Commenting on the successful bid, First Minister Mark Drakeford said the “worldwide recognition” would go some way to helping preserve the area and its legacy.
“Today’s announcement recognises the significant contribution this part of North Wales has made to the cultural and industrial heritage not only of Wales, but of the wider world,” he said.
“Welsh slate can be found all over the world.
“The quarrying and mining of slate has left a unique legacy in Gwynedd, which the communities are rightly proud of.
“This worldwide recognition today by UNESCO, will help preserve that legacy and history in those communities for generations to come and help them with future regeneration.
“I’d like to thank and congratulate everyone who has worked so hard on this bid – it’s been a real team effort and today’s announcement is a credit to all those involved.”
David Anderson, director general at the Amgueddfa Cymru/National Museum Wales said the designation would allow Wales’ diverse heritage to be shared on a worldwide stage.
“Amgueddfa Cymru – National Museum Wales is very proud to have been a key partner in this bid and is delighted at the successful designation of the slate landscape of northwest Wales as a World Heritage site,” he said.
“Its success will ensure that the impact of the culture and industrial heritage of the area – including the story of the slate industry which we tell at the National Slate Museum in Llanberis – is recognised throughout the world.
“We have a rich and diverse heritage in Wales and this is a great opportunity to celebrate and showcase our cultural heritage on an international stage and will help preserve the legacy and history in communities for generations to come.
“Congratulations to all those who have worked so hard on this bid – today’s announcement is a credit to all those involved.”
Shadow Minister for North Wales Darren Millar MS, said: “This is not just wonderful news for Gwynedd, but for the whole of North Wales too.
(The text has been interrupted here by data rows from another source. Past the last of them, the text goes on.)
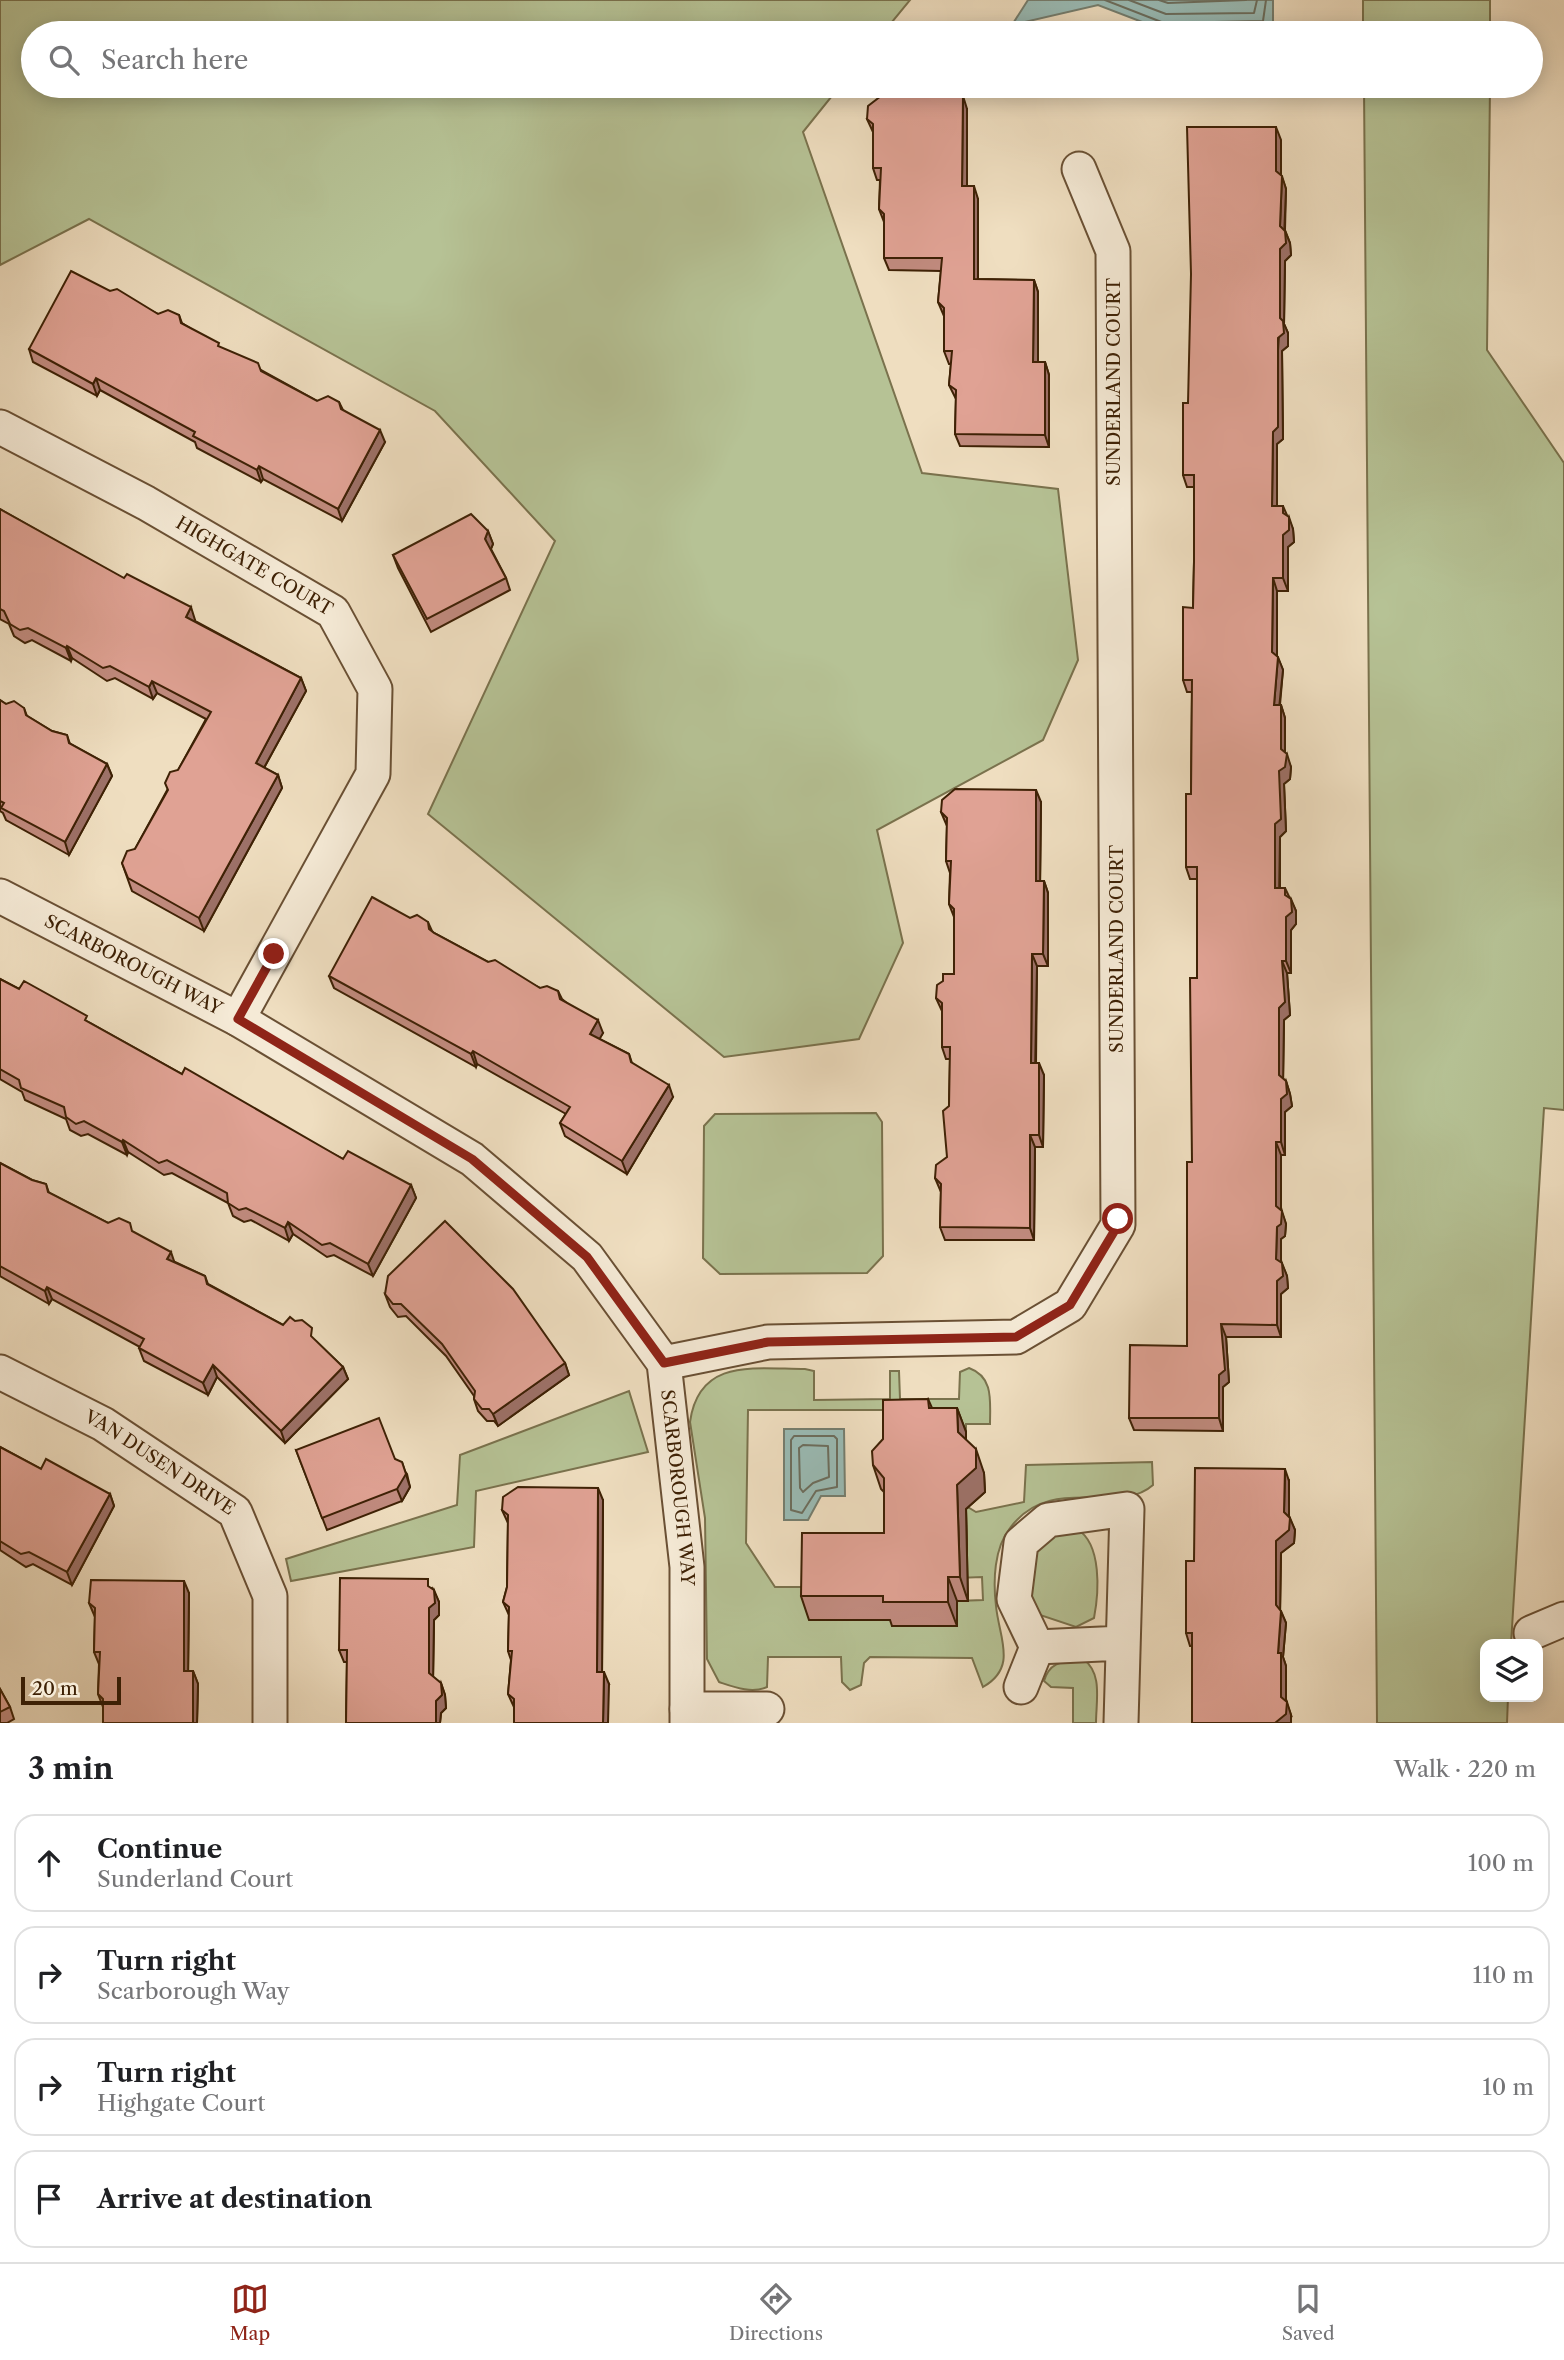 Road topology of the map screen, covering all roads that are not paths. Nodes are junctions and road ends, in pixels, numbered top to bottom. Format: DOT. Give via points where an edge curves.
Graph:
graph roads {
  1 [pos="1079,169"];
  2 [pos="0,427"];
  3 [pos="0,896"];
  4 [pos="238,1019"];
  5 [pos="664,1363"];
  6 [pos="0,1372"];
  7 [pos="1564,1619"];
  8 [pos="1531,1633"];
  9 [pos="1123,1643"];
  10 [pos="1037,1647"];
  11 [pos="1021,1687"];
  12 [pos="767,1709"];
  13 [pos="687,1716"];
  14 [pos="270,1723"];
  15 [pos="1121,1723"];
  1 -- 5 [label="street, SUNDERLAND COURT" via="1113,251 1118,1225 1070,1305 1016,1337 768,1342"];
  2 -- 4 [label="street, HIGHGATE COURT" via="146,503 333,612 375,689 373,774"];
  3 -- 4 [label="street, SCARBOROUGH WAY"];
  4 -- 5 [label="street, SCARBOROUGH WAY" via="472,1159 587,1257"];
  5 -- 13 [label="street, SCARBOROUGH WAY" via="687,1567"];
  6 -- 14 [label="street, VAN DUSEN DRIVE" via="103,1424 235,1512 270,1596"];
  7 -- 8 [label="street"];
  9 -- 10 [label="street"];
  9 -- 10 [label="street" via="1127,1509 1048,1520 1021,1543 1014,1599"];
  9 -- 15 [label="street"];
  10 -- 11 [label="street"];
  12 -- 13 [label="street"];
} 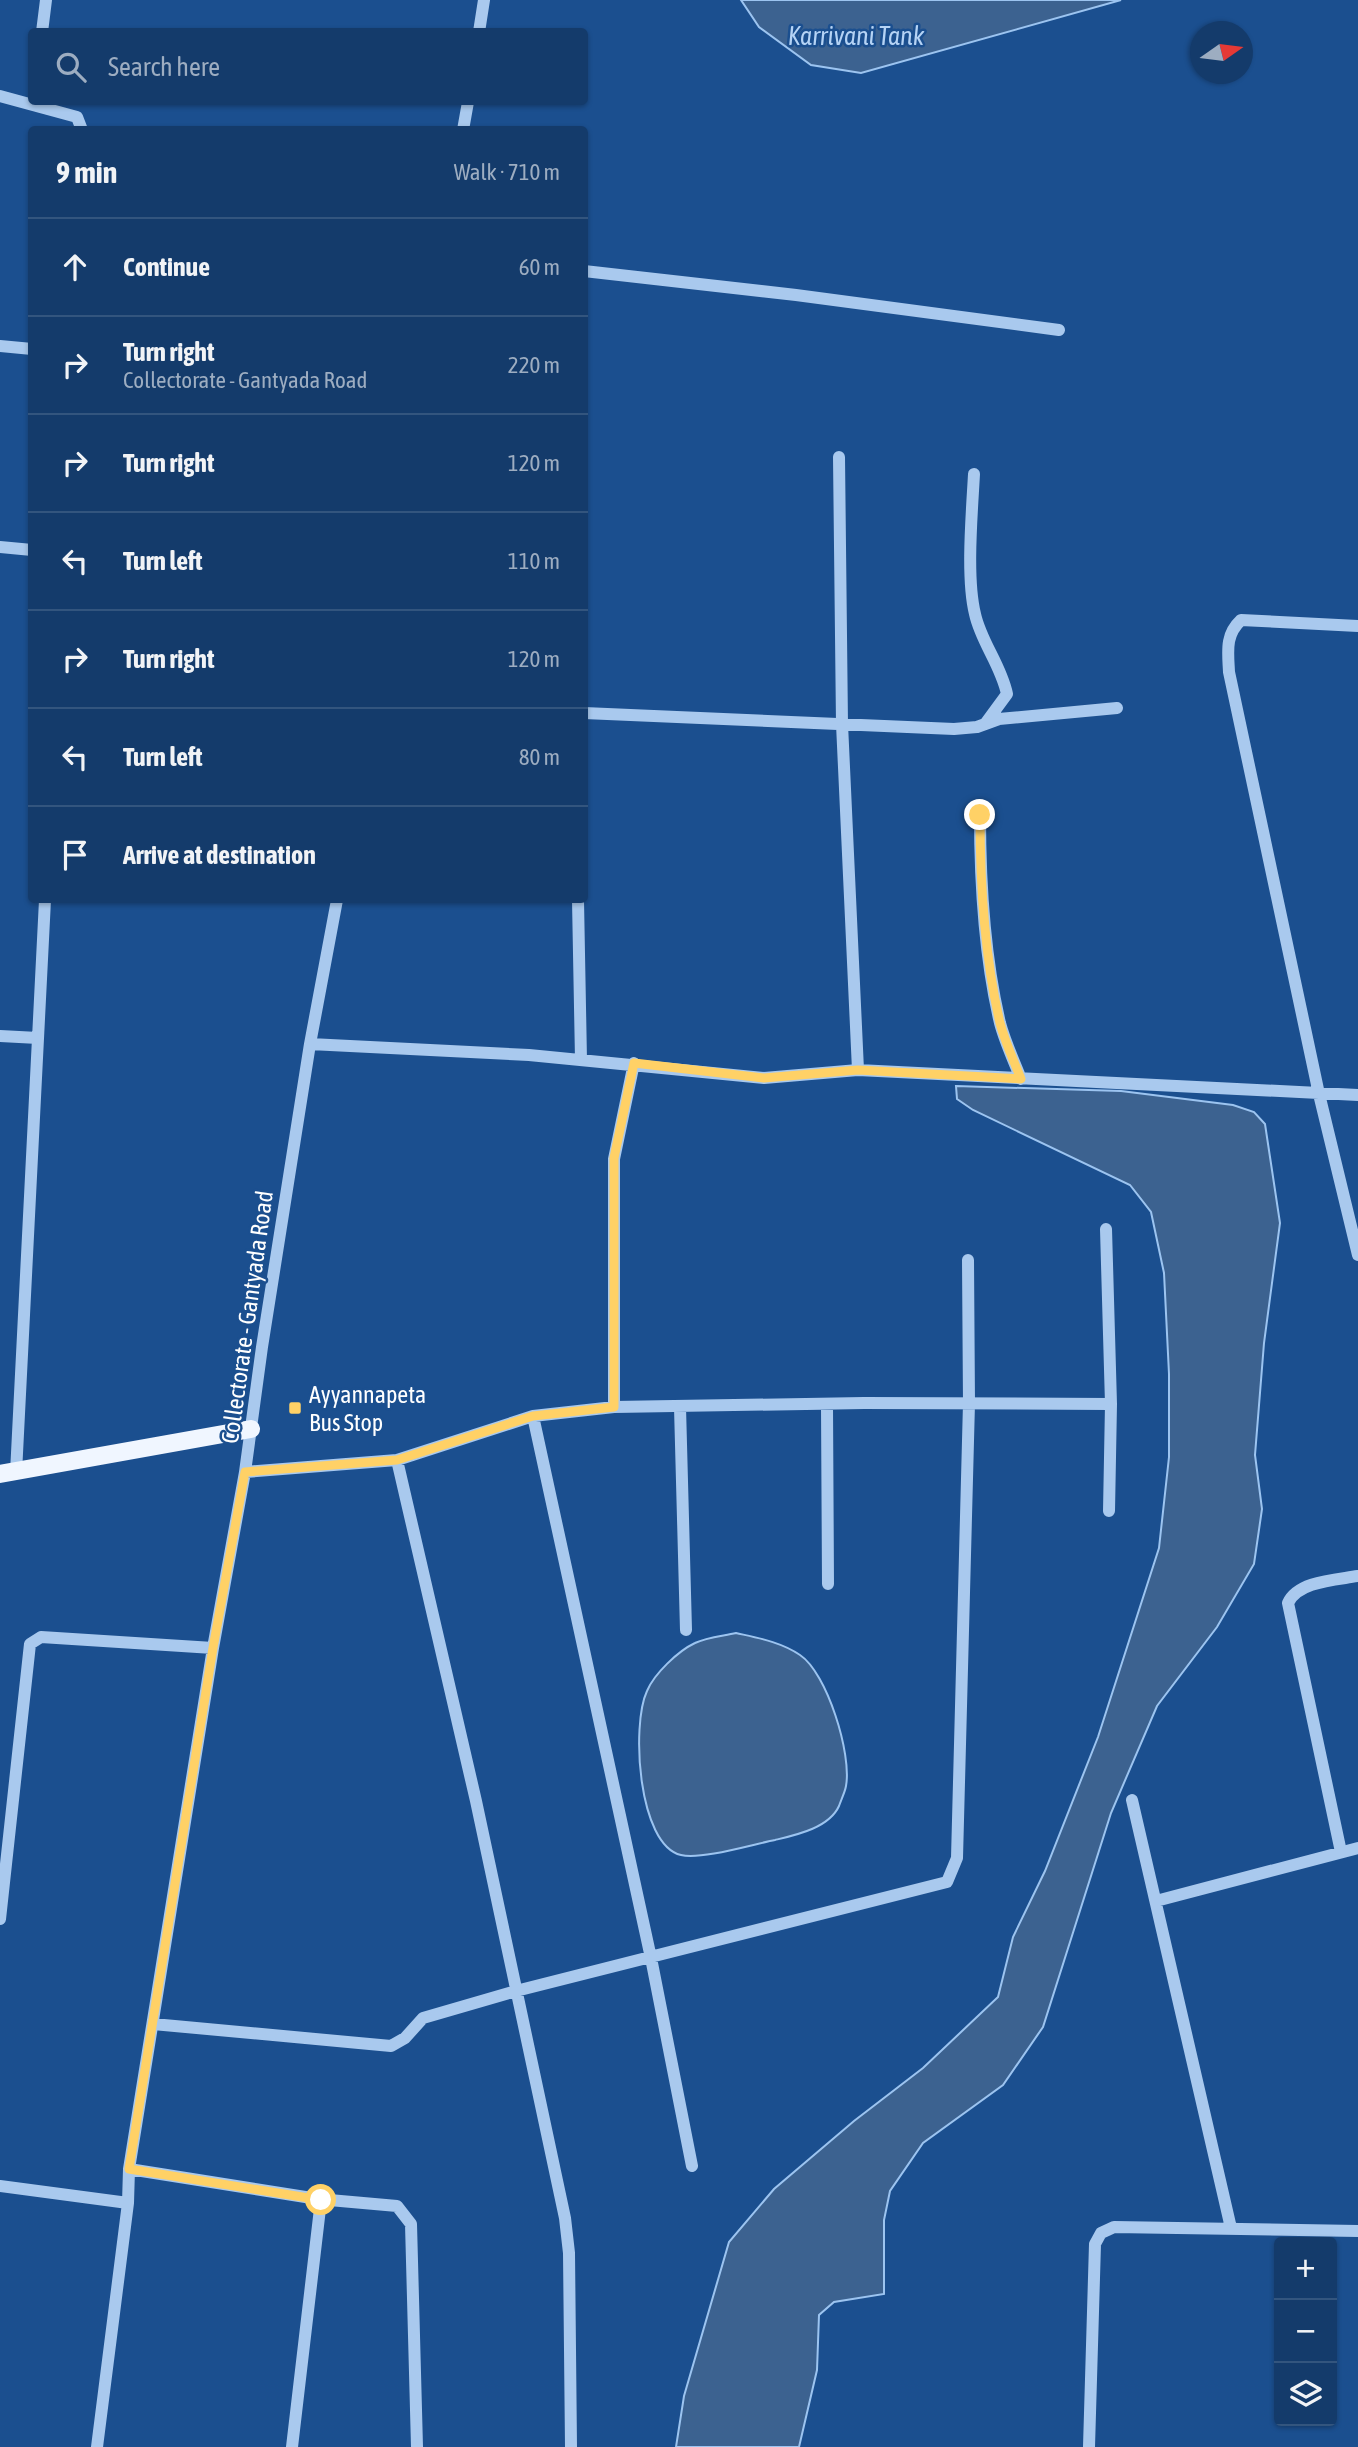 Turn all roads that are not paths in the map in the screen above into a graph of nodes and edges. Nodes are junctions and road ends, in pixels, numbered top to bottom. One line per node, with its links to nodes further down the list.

The decision will help attract visitors, boost investment, and create jobs in the region and adds yet another feather to Wales’ cap as a significant cultural exporter on the world stage.
“The bid and its success also shows that the UK Government continues to have a significant and proven role in working directly with local councils in Wales, delivering benefits for communities across the nation.
“North Wales’ rich cultural heritage is something to celebrate and it is important that both the Welsh and UK Governments work together to promote and protect it.”